*Your goal*.
Check each line of the entries. Copy the ones that contain the string "highway".

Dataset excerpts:
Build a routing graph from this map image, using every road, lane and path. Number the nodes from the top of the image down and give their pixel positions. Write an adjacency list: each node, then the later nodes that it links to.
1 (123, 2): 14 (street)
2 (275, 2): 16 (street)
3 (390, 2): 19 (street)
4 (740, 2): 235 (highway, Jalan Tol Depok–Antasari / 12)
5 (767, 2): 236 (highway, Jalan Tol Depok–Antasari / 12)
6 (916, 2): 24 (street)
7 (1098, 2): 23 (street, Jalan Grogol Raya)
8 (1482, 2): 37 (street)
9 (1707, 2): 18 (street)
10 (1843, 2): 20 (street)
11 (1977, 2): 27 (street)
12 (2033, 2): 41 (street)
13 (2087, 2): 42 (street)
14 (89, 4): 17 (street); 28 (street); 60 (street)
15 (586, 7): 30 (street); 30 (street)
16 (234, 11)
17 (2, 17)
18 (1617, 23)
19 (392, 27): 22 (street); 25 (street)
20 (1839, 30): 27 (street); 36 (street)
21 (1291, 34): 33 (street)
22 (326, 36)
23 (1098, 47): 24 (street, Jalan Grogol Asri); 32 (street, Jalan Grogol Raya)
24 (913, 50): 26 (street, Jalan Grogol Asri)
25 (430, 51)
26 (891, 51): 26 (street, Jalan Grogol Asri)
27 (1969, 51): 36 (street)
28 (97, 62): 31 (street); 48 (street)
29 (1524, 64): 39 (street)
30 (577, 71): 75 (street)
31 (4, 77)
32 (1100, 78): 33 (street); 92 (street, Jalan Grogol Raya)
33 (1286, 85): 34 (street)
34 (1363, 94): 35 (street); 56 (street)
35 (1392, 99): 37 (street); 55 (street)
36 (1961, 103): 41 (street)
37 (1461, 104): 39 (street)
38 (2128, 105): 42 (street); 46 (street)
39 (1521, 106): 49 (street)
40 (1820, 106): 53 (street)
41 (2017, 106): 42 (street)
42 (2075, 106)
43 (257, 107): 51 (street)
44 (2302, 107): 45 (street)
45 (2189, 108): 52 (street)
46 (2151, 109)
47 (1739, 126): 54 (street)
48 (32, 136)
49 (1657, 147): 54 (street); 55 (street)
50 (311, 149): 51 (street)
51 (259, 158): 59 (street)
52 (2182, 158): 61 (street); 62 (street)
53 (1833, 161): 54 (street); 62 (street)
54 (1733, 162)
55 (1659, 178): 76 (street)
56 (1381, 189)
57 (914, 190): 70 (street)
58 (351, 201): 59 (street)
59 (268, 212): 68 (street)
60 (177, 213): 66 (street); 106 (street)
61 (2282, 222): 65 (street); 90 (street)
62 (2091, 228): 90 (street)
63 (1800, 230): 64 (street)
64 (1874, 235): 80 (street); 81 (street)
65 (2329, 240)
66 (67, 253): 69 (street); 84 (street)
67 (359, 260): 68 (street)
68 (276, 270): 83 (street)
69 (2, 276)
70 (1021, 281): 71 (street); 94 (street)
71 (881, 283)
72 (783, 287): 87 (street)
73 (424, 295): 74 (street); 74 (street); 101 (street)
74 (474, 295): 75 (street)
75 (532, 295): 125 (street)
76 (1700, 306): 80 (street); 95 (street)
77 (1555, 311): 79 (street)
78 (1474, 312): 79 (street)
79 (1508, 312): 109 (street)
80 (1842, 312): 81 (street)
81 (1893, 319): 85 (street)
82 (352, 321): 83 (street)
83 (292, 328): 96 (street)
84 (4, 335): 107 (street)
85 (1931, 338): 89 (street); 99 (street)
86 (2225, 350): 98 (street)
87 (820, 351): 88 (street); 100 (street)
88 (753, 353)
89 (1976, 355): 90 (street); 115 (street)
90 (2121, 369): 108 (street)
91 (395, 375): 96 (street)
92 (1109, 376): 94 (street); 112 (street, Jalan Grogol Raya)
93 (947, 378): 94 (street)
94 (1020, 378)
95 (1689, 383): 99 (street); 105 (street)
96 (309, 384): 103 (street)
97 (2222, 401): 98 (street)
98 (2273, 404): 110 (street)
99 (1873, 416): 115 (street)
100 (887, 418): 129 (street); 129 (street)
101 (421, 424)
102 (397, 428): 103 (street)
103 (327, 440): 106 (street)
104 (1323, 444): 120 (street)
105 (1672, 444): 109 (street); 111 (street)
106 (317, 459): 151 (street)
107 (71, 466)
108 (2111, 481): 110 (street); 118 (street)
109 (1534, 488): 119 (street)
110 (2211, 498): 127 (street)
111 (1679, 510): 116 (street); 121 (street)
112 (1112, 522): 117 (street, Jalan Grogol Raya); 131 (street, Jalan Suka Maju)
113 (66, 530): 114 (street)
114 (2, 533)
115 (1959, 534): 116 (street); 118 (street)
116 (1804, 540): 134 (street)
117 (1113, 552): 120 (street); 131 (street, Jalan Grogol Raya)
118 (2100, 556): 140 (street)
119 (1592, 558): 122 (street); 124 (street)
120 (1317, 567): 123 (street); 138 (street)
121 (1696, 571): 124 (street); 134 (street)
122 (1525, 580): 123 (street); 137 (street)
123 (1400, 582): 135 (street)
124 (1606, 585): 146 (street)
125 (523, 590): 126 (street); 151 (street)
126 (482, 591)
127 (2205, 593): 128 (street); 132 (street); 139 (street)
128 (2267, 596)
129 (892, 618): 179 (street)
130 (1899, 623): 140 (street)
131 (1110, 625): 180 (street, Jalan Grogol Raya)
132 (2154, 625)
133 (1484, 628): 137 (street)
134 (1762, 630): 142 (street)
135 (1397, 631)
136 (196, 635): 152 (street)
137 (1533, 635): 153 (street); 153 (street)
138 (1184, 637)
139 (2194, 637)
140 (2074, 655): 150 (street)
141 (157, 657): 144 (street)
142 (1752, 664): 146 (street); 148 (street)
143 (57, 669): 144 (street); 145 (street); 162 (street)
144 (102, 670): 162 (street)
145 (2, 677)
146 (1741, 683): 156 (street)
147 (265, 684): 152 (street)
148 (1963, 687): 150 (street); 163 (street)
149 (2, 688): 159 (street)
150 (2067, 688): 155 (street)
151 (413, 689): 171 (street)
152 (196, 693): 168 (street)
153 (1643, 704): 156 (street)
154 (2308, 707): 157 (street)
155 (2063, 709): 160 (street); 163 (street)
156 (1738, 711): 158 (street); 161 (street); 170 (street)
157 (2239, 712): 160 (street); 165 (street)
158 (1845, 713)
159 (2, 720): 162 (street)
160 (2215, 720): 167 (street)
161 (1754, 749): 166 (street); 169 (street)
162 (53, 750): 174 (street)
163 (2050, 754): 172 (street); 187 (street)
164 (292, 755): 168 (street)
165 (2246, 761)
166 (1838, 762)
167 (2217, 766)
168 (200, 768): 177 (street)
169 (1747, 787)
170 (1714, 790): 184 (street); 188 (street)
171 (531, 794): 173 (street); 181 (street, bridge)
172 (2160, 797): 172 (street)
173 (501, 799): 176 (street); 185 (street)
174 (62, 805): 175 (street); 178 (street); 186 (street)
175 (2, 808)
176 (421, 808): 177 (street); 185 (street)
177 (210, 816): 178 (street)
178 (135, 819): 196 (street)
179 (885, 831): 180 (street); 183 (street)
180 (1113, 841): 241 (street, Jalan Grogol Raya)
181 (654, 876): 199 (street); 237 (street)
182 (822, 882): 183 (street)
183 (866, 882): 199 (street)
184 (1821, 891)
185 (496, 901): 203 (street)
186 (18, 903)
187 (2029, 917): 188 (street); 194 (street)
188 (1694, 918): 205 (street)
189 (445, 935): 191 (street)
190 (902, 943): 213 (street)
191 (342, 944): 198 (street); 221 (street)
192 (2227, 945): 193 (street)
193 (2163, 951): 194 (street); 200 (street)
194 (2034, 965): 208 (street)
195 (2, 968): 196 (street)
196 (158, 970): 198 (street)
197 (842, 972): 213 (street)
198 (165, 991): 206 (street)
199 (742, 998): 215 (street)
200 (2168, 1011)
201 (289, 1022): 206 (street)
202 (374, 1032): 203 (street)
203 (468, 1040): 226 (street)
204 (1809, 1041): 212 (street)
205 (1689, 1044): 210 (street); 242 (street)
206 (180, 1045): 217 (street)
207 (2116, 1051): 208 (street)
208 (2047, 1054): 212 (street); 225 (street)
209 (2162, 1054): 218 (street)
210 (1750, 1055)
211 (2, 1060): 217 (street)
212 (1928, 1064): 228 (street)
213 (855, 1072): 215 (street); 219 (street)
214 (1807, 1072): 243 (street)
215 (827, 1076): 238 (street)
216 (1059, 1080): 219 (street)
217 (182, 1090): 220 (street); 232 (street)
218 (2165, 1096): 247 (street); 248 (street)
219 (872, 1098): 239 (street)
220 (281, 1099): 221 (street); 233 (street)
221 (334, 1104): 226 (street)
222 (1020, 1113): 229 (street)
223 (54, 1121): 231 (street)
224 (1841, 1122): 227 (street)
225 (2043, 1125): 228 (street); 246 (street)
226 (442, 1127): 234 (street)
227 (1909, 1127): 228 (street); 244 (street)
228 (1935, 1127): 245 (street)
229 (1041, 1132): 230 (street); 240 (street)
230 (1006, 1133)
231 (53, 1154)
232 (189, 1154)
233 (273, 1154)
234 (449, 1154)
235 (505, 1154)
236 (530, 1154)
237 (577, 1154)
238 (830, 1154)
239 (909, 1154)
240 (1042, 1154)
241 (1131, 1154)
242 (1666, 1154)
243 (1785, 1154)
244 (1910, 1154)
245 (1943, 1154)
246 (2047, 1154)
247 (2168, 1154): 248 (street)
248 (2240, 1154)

*Answer to the exercise*.
4 (740, 2): 235 (highway, Jalan Tol Depok–Antasari / 12)
5 (767, 2): 236 (highway, Jalan Tol Depok–Antasari / 12)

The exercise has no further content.